Indicating that Price River Water Improvement District cannot absorb the inflationary costs of equipment, fuel, materials and system maintenance, the PRWID staff proposed property tax and sewer/water rate increases to the agency's board on Tuesday.
"We just don't have any money left for emergencies because we have depleted our reserves just trying to keep next years budget together," pointed out Phil Palmer, district manager at the regular board meeting.
The issue of increases has been under discussion since PRWID supervisors submitted proposed budgets to the administration almost two months ago. The board tentatively approved a balanced budget, but the administration has indicated that PRWID lacks funds to support operation of the district.
"We had to use the district's reserves to make that budget balance and that puts us in a very poor position," stated Palmer.
The district is financially supported by rates for sewer and water as well as the ability to collect property tax.
The staff said an increase in the two funding sources could bring the district back to a more viable financial state.
The proposed tax increase would be comparatively small, according to assistant PRWID manager Jeff Richens.
"The increase would be $16.59 a year on a home that has a property assessment of $150,000," stated Richens. "For a similarly valued business the increase would be $30.15 per month."
Richens said the total tax bill from the district for a $150,000 home evaluation would then be about $87 per year.
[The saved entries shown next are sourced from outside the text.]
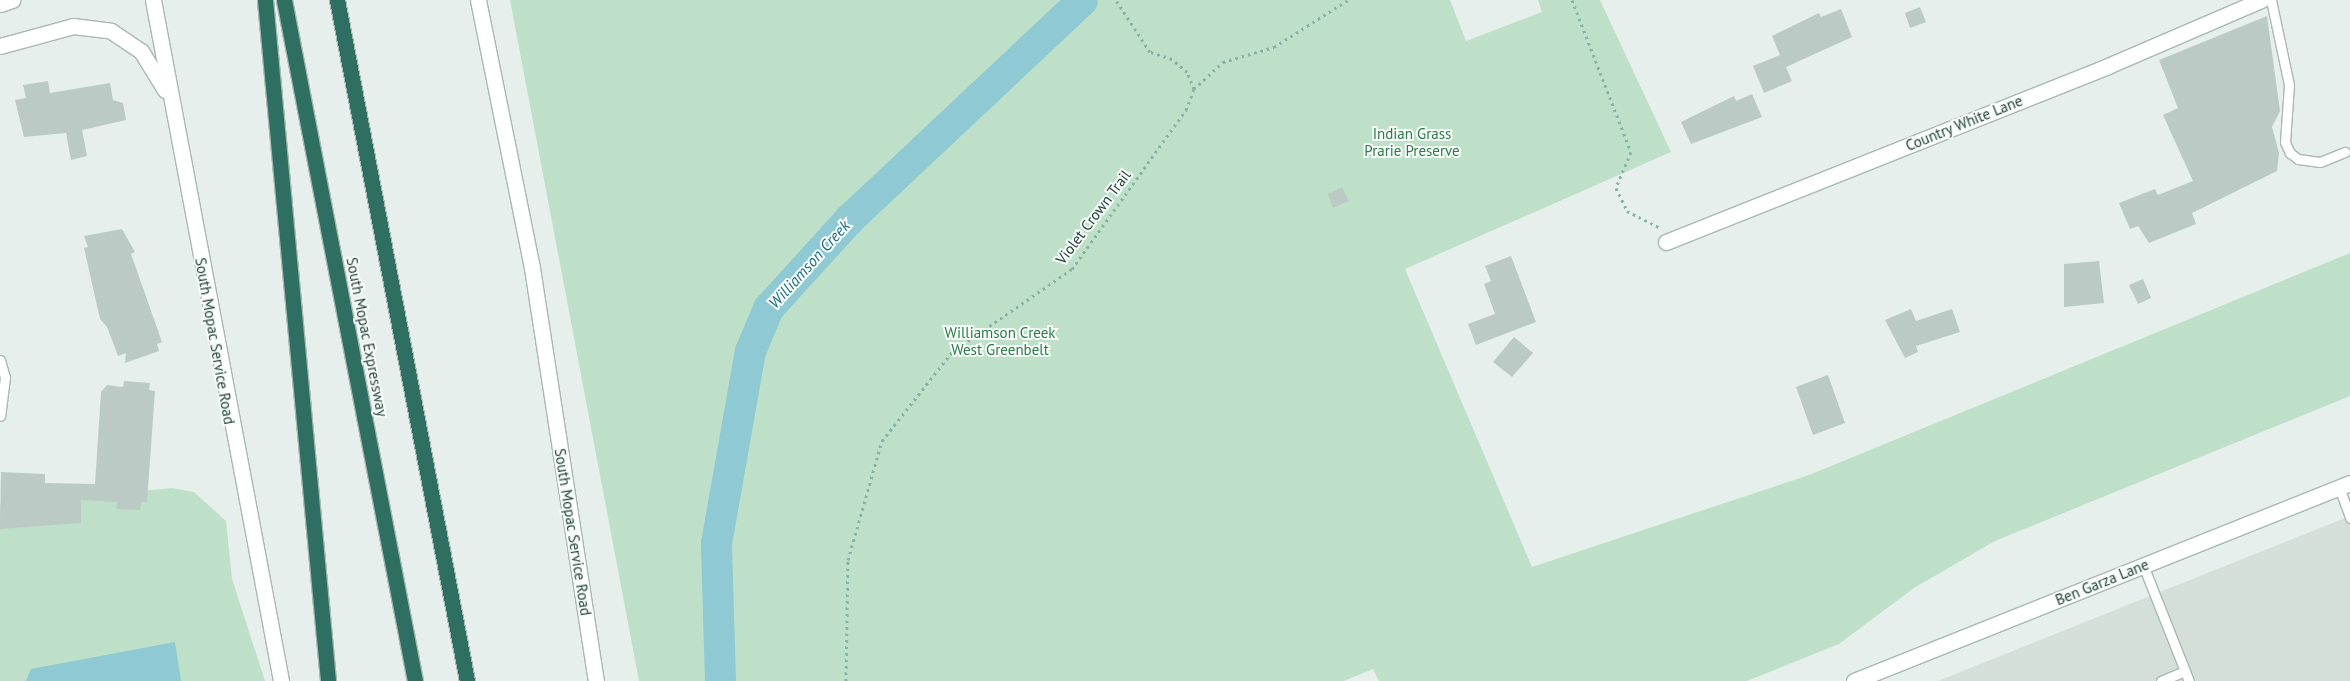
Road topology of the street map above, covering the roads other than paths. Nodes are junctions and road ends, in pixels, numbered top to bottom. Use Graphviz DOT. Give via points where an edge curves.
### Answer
graph roads {
  1 [pos="12,0"];
  2 [pos="153,0"];
  3 [pos="265,0"];
  4 [pos="284,0"];
  5 [pos="337,0"];
  6 [pos="478,0"];
  7 [pos="2261,0"];
  8 [pos="2271,0"];
  9 [pos="0,4"];
  10 [pos="0,46"];
  11 [pos="172,102"];
  12 [pos="2346,152"];
  13 [pos="1671,240"];
  14 [pos="0,360"];
  15 [pos="0,416"];
  16 [pos="2344,485"];
  17 [pos="2350,518"];
  18 [pos="2143,565"];
  19 [pos="2184,671"];
  20 [pos="1879,676"];
  21 [pos="281,681"];
  22 [pos="328,681"];
  23 [pos="415,681"];
  24 [pos="467,681"];
  25 [pos="596,681"];
  26 [pos="1854,681"];
  27 [pos="2161,681"];
  28 [pos="2189,681"];
  1 -- 9 [label="street"];
  2 -- 11 [label="street, South Mopac Service Road"];
  3 -- 22 [label="highway"];
  4 -- 23 [label="highway, South Mopac Expressway"];
  5 -- 24 [label="highway"];
  6 -- 25 [label="street, South Mopac Service Road" via="532,268"];
  7 -- 13 [label="street, Country White Lane" via="2108,66"];
  8 -- 12 [label="lane" via="2289,85 2285,142 2290,153 2298,159 2320,162"];
  10 -- 11 [label="street" via="73,26 111,31 141,51"];
  11 -- 21 [label="street, South Mopac Service Road"];
  14 -- 15 [label="lane" via="4,377"];
  16 -- 17 [label="lane"];
  16 -- 18 [label="street, Ben Garza Lane"];
  18 -- 19 [label="lane"];
  18 -- 20 [label="street, Ben Garza Lane"];
  19 -- 27 [label="lane"];
  19 -- 28 [label="lane"];
  20 -- 26 [label="street, Ben Garza Lane"];
}
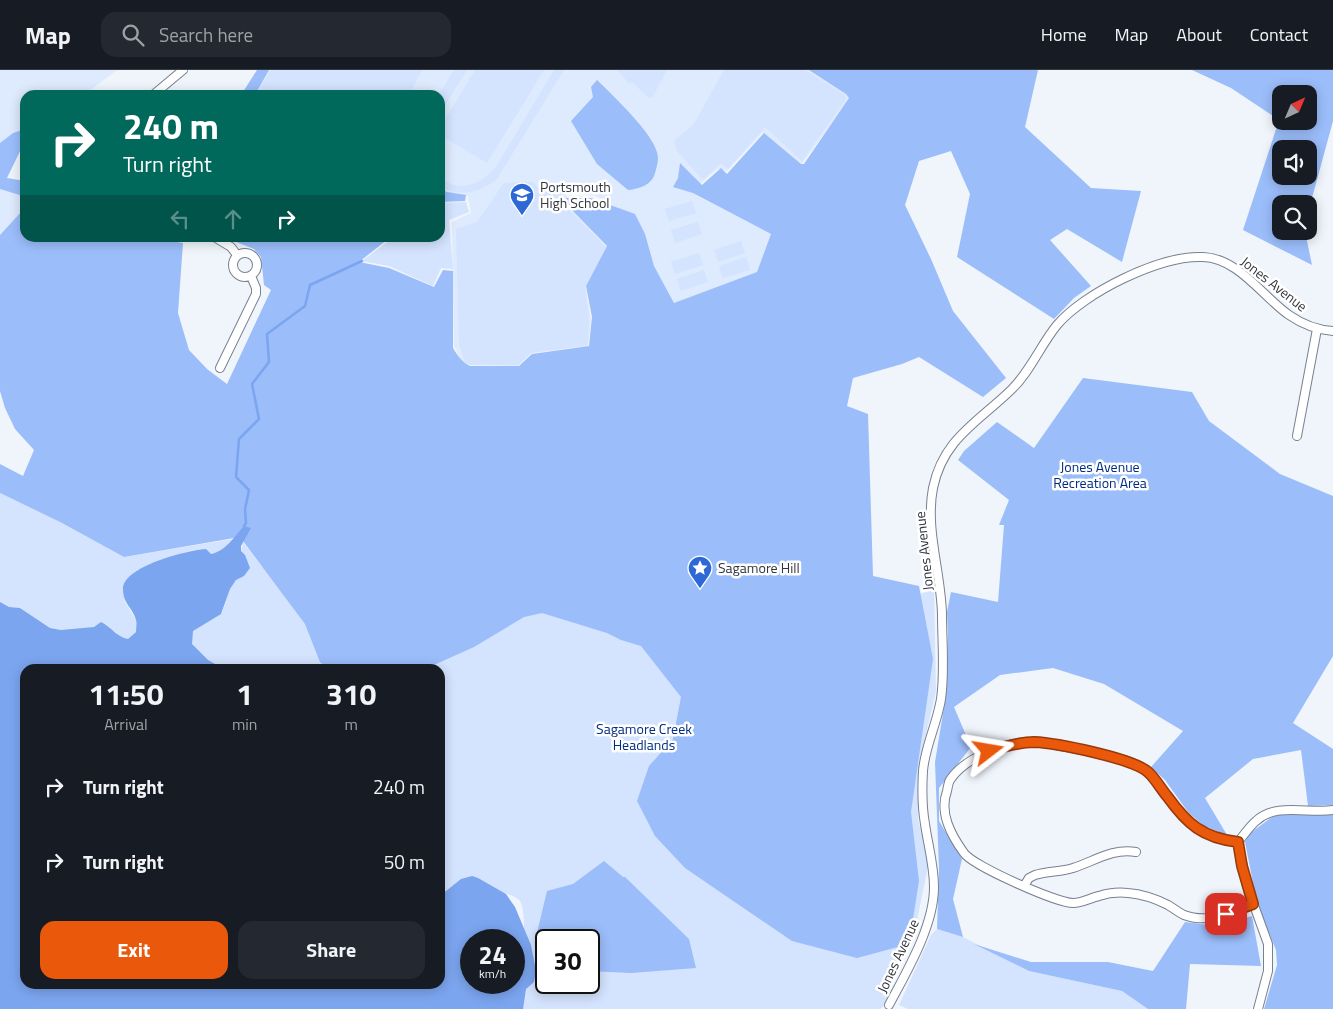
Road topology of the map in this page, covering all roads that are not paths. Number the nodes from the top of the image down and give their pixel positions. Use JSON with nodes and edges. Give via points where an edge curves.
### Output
{"nodes":[{"id":1,"x":183,"y":70,"type":"edge"},
{"id":2,"x":159,"y":90,"type":"edge"},
{"id":3,"x":222,"y":242,"type":"edge"},
{"id":4,"x":237,"y":255,"type":"junction"},
{"id":5,"x":251,"y":276,"type":"junction"},
{"id":6,"x":1317,"y":330,"type":"junction"},
{"id":7,"x":1333,"y":331,"type":"edge"},
{"id":8,"x":220,"y":368,"type":"dead end"},
{"id":9,"x":1297,"y":436,"type":"dead end"},
{"id":10,"x":1333,"y":810,"type":"edge"},
{"id":11,"x":1238,"y":842,"type":"junction"},
{"id":12,"x":1136,"y":852,"type":"dead end"},
{"id":13,"x":1024,"y":886,"type":"junction"},
{"id":14,"x":1253,"y":904,"type":"junction"},
{"id":15,"x":889,"y":1005,"type":"dead end"},
{"id":16,"x":1258,"y":1009,"type":"edge"}],
"edges":[{"from":1,"to":2,"type":"street"},
{"from":3,"to":4,"type":"street"},
{"from":4,"to":5,"type":"street","via":[[232,264],[235,273],[241,277]]},
{"from":4,"to":5,"type":"street","via":[[248,253],[256,259],[256,270]]},
{"from":5,"to":8,"type":"street","via":[[256,294]]},
{"from":6,"to":7,"type":"street","name":"Jones Avenue"},
{"from":6,"to":9,"type":"street"},
{"from":6,"to":15,"type":"street","name":"Jones Avenue","via":[[1290,316],[1224,262],[1204,257],[1174,260],[1135,274],[1077,306],[1057,325],[1012,389],[953,443],[935,479],[931,507],[941,599],[942,673],[940,705],[923,771],[924,814],[933,865],[932,909],[914,956]]},
{"from":10,"to":11,"type":"street","via":[[1266,814],[1257,819]]},
{"from":11,"to":13,"type":"street","via":[[1200,832],[1189,824],[1149,773],[1136,764],[1047,743],[1018,744],[989,751],[965,765],[950,780],[943,800],[945,818],[966,857]]},
{"from":11,"to":14,"type":"street"},
{"from":12,"to":13,"type":"street","via":[[1109,853],[1076,867],[1035,874]]},
{"from":13,"to":14,"type":"street","via":[[1075,903],[1115,892],[1142,895],[1184,915],[1199,918],[1211,918]]},
{"from":14,"to":16,"type":"street","via":[[1264,931],[1269,956],[1266,984]]}]}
The same home presently is being taxed by the district at slightly more than $70.
"That new assessment would result in a $165,143 increase in revenue for the district," said Richens. "However it could not be included on this years tax bill but would be put on the 2005 bill, next November. That means the district would get no money to utilize until 2006 if the change was enacted."
All the staff was asking the board for on Tuesday night was the right to advertise the tax increase in the Sun Advocate, and to then have a public hearing on the matter at the regular board meeting on Dec. 21. The board approved the go ahead to advertise the potential increase.
However, the proposed rate increase is a different matter. That money would be used to help with repayment of bonds as well as operation and maintenance costs.
"When we added the budget up originally we had a $180,000 shortfall so that is when we trimmed it back to balance it," explained Palmer. "With the bond payments we owe (which all come due for payment in April of each year to the tune of $940,000) we are supposed to keep a certain amount in reserve, but that reserve is in jeopardy now."
The staff proposed to increase in both sewer and water rates during the meeting. Those increases would include an increase in both retail and wholesale water costs.
The district presently sells retail water to residential and business customers within the unincorporated areas. They also sell water wholesale to entities such as Wellington and small water companies on a regular basis. Periodically they also sell water to Price and Helper. Helper has been buying water consistently in the last year because of a pipe failure in the line that brings water to Helper from a supply near Colton. That line has now been replaced.
The proposed increase for sewer rates would be one dollar on all users across the board per month. Richens said that kind of increase would bring in $97,452 annually.
The water rate increase would be somewhat more complicated. The staff is proposing that a $1 increase for each hookup in wholesale users areas be charged, and a $2 increase on all retail customers base be applied.
"That would add about 10 percent to each individual users base rate," said Richens. "We project that would bring in $58,848 annually."
At present PRWID provides water to 1925 water hookups in the unincorporated area. They also supply water to other entities, including Wellington which has about 671 hookups.
A number of the board members wondered when the last increases were put into affect by the district. The staff told them that the last increase in water rates was in 2001 when they went up 5 percent, but no one could remember the last time the sewer rates were increased.
The proposal for the increases came along with a review the board was doing on the 2005. What they have been looking for since the budget was finalized are areas where money could be pulled from in case of an emergency.
Board member Tom Matthews pointed out that he thought the district could probably save some money by not buying more water shares in the next year. In the budget there is $25,000 for doing just that.
"The thing that concerns us is when shares of water are decreased because smaller supplies are available," said Richens referring to the fact that it has been hard to get full delivery on any share of water in the last few years because of the drought. "Buying shares helps to guarantee we can get 100 percent of what we need even in years when there is only a 35 percent delivery.
Matthews then suggested that if things got that bad what would probably result would be condemnation of agricultural water for municipal and industrial use.
"The problem with that kind of situation would be that it would become a very ugly fight and we would rather not get into that if we don't have to," said Palmer.
The board said they would take the rate increase ideas under consideration. No action toward adopting such increases was made at the meeting.